▸ Task
What is the number of lines in the listing below that include the string "Catherine"? Answer with that number alone.

*** Data provided Section Begins ***

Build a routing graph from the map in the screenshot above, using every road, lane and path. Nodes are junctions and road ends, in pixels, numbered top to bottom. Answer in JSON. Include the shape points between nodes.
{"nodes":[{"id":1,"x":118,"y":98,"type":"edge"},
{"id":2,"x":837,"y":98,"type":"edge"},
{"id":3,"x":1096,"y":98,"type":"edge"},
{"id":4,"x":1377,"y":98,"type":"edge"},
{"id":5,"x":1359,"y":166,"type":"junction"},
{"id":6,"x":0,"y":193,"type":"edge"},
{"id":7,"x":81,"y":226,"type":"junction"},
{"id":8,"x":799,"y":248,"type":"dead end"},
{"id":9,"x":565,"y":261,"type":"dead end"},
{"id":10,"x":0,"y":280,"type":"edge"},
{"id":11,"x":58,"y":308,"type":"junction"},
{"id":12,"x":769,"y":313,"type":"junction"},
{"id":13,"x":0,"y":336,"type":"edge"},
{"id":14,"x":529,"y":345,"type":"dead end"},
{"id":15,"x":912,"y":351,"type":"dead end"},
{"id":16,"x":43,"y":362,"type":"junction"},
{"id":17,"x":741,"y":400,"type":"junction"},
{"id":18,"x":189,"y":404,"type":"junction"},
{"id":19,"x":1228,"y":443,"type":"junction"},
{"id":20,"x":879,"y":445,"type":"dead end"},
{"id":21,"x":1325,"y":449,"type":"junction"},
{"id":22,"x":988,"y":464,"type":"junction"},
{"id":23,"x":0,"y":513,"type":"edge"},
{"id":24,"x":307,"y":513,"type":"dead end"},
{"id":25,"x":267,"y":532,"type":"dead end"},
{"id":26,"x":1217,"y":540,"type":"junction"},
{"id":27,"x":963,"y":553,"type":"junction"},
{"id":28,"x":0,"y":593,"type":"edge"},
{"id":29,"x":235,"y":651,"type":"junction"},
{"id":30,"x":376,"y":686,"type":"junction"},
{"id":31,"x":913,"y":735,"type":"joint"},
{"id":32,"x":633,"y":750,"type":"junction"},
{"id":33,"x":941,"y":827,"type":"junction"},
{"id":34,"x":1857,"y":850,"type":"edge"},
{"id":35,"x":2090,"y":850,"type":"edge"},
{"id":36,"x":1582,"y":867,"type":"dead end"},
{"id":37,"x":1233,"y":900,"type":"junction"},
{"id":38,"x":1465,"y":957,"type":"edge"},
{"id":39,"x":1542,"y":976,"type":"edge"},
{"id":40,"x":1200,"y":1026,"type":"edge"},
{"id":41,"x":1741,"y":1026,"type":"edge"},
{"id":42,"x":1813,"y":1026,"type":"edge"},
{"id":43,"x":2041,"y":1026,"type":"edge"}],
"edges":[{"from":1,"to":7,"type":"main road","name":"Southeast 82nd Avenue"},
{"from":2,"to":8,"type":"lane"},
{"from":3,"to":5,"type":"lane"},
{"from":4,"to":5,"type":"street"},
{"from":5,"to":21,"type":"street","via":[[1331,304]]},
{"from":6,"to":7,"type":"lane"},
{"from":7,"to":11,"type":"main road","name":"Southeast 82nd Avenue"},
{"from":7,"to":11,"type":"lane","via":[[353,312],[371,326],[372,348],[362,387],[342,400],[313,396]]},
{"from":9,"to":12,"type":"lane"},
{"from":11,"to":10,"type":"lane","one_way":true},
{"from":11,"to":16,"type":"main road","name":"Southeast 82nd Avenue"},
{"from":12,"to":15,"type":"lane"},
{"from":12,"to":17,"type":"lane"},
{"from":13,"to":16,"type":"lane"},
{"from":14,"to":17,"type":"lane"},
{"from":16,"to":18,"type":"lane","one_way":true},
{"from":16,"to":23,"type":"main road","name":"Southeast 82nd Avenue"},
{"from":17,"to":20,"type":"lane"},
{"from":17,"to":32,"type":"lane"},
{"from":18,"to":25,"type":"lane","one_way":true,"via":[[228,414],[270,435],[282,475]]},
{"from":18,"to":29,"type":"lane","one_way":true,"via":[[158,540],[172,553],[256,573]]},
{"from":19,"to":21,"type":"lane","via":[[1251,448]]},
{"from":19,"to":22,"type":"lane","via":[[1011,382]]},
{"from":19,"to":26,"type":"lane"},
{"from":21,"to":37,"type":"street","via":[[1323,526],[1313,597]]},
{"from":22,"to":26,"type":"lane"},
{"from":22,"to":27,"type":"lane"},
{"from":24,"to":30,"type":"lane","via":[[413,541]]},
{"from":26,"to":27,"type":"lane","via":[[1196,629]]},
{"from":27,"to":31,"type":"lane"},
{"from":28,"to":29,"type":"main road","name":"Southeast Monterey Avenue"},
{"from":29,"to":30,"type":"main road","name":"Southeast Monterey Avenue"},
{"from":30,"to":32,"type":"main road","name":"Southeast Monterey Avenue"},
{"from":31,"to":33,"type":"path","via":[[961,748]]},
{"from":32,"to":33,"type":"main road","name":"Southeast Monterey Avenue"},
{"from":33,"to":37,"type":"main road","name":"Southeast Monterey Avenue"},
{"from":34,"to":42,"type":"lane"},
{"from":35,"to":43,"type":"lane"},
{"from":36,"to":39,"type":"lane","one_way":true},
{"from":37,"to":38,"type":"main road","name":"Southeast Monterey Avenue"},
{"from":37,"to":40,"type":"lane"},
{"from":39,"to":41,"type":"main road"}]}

*** Data provided Section Ends ***
*** Data provided Section Begins ***

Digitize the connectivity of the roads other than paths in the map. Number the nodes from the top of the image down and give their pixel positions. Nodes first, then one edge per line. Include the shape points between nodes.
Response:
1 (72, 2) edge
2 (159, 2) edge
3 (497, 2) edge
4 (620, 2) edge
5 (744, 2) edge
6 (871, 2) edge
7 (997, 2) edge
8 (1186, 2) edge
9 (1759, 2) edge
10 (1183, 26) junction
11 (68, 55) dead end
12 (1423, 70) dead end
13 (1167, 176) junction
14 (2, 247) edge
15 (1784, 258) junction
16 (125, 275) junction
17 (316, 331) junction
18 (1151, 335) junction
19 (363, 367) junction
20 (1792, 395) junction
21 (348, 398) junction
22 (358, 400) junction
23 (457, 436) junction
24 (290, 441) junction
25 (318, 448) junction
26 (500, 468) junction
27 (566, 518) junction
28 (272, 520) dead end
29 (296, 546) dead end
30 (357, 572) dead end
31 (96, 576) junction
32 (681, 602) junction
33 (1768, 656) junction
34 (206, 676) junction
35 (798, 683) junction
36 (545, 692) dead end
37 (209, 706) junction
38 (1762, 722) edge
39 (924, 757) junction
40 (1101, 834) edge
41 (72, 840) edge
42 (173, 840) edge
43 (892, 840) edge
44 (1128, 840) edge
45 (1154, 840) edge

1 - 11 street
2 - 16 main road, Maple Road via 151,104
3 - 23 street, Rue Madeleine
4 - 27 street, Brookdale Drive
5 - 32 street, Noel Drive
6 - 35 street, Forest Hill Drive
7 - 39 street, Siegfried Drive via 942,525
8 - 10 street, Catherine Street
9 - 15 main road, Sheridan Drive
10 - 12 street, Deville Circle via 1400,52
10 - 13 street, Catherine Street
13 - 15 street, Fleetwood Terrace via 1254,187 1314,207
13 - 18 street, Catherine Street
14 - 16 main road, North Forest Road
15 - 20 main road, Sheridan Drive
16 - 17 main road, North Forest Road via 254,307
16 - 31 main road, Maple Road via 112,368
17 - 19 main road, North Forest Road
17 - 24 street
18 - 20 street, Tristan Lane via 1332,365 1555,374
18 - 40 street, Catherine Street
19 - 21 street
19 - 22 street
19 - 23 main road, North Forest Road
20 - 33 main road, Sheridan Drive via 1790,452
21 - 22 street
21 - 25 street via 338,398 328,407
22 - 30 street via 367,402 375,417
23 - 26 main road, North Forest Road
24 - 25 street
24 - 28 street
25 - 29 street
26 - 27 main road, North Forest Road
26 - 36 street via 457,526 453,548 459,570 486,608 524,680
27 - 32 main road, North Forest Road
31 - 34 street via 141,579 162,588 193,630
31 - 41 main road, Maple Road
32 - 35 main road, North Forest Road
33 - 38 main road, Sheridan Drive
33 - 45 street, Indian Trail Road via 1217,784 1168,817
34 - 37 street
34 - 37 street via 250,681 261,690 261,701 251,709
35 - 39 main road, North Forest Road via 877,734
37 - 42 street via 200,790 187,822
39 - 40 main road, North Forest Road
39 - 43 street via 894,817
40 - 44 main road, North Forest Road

*** Data provided Section Ends ***

▸ Output for this exercise
4